Добавить в цитаты Настройки чтения

Страница 18 из 25

Отметим еще две основные интуиции-темы, раскрываемые с такой выразительностью на страницах этой же главы. Тут же, на морском берегу, вместе с символистским credo проступает и первичный опыт всеединства: «В земле – вода, во мне – вода, медузы – тоже вода…»[116]. Иными словами, все – одно (единое). Опыт гётеанских метаморфоз подтверждает этот морской опыт фалесовского типа. А математика дает ему соответствующее оформление. «Различное по виду… едино по сущности», – заключает Флоренский.

Море – живой ноумен, который тогда, в блаженном детстве, действительно «виделся, обонялся, слышался». Важный момент: ноумен, идеальная сущность, казалось бы, нечто отвлеченное, интеллектуальное, умное – для Флоренского изначально чувственное, телесно-живое, наглядное, непосредственное.
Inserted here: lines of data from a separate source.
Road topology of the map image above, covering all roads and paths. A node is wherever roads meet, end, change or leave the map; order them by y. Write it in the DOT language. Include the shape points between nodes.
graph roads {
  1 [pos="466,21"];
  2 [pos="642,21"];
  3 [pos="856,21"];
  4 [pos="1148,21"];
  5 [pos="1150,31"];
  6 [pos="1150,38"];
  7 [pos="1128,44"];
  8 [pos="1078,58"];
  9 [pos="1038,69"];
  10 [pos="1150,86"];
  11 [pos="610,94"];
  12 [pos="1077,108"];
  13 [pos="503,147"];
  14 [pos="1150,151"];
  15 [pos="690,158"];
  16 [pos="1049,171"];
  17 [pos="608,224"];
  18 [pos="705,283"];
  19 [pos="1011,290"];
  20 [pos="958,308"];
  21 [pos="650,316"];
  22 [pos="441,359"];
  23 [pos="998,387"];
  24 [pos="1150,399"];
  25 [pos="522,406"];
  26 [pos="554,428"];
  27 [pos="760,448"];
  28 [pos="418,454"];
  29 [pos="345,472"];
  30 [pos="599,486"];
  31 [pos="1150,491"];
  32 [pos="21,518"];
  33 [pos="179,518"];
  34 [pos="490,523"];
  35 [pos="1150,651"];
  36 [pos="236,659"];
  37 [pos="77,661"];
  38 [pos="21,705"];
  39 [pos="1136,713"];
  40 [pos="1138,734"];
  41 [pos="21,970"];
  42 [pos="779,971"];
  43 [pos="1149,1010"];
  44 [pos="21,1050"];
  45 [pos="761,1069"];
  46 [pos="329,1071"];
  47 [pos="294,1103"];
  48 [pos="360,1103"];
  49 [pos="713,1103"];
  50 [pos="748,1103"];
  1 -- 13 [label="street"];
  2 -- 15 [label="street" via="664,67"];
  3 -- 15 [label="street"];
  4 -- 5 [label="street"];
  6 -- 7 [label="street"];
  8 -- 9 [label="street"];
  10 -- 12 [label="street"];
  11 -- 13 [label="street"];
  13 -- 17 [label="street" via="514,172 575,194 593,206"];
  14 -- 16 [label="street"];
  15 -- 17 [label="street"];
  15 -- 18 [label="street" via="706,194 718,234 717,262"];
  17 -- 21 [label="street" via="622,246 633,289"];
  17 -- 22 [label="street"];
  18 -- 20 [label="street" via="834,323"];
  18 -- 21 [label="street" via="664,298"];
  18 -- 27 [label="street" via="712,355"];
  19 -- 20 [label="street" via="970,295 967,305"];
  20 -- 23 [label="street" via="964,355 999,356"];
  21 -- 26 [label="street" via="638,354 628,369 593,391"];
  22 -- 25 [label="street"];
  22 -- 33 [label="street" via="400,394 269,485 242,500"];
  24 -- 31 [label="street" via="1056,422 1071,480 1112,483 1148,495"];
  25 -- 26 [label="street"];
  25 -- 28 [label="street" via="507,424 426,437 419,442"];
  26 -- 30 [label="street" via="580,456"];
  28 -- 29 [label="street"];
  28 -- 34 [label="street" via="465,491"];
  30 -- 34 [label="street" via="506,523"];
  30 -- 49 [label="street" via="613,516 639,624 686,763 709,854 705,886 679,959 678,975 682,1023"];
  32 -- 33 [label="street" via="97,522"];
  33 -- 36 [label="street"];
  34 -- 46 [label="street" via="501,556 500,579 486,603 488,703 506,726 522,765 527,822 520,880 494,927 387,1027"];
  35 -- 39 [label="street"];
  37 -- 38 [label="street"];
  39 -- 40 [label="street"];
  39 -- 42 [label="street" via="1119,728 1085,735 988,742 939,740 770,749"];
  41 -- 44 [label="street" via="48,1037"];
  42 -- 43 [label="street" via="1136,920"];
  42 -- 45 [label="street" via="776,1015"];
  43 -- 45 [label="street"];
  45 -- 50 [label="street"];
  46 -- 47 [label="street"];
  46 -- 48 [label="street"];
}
Конкретность будущей метафизики о. Павла в этом. Глубокий – ноуменальный – пласт бытия, пласт «жизнетворческий» постигается, по Флоренскому, не абстрактным мышлением, а всем существом, цельно, непосредственно, прежде всего чувственно. Опять мы не можем не вспомнить здесь Гёте с его «прафеноменом», который у него (пра)ноуменален, как и Море Флоренского, как и Вода Фалеса, у которого тоже, кстати, «все полно богов».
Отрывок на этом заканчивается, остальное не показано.